Records for this exercise: Begin
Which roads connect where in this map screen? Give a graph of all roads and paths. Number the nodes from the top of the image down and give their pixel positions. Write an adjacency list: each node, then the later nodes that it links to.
Records for this exercise: End
Records for this exercise: Begin
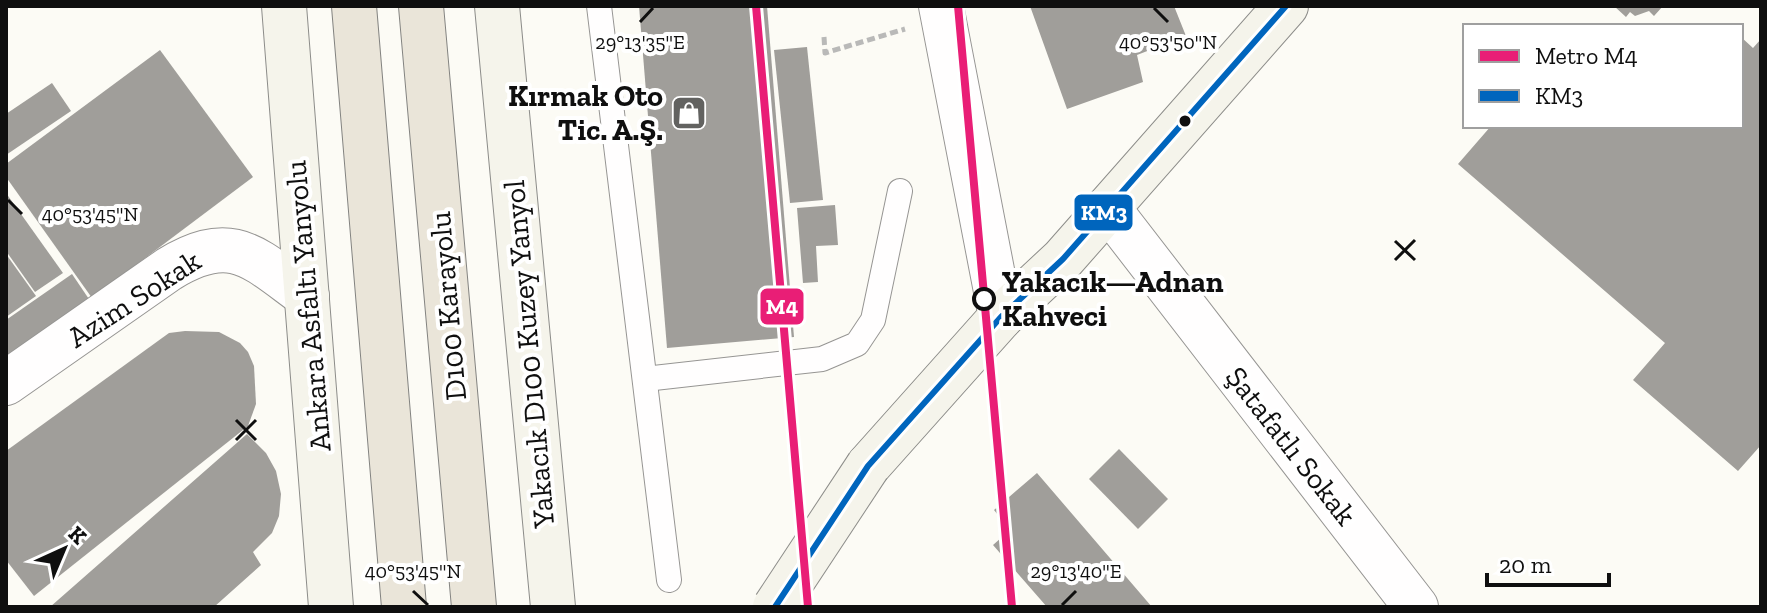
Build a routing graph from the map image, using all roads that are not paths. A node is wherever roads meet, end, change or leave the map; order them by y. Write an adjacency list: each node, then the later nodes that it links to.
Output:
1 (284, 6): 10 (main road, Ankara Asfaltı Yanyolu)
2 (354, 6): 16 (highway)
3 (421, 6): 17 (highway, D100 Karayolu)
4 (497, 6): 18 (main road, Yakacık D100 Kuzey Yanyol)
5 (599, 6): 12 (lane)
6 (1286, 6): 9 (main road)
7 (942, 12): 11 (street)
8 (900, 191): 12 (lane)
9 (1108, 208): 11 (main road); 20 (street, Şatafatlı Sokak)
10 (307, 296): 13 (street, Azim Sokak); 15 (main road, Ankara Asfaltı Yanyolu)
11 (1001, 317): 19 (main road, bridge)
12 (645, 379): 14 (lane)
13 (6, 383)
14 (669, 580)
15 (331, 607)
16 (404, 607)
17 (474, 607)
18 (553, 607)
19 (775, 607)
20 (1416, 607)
Records for this exercise: End
- _Your assignment_: Among the lines above, which contain the word "each"? Copy every one.

- _Result_:
Which roads connect where in this map screen? Give a graph of all roads and paths. Number the nodes from the top of the image down and give their pixel positions. Write an adjacency list: each node, then the later nodes that it links to.
Build a routing graph from the map image, using all roads that are not paths. A node is wherever roads meet, end, change or leave the map; order them by y. Write an adjacency list: each node, then the later nodes that it links to.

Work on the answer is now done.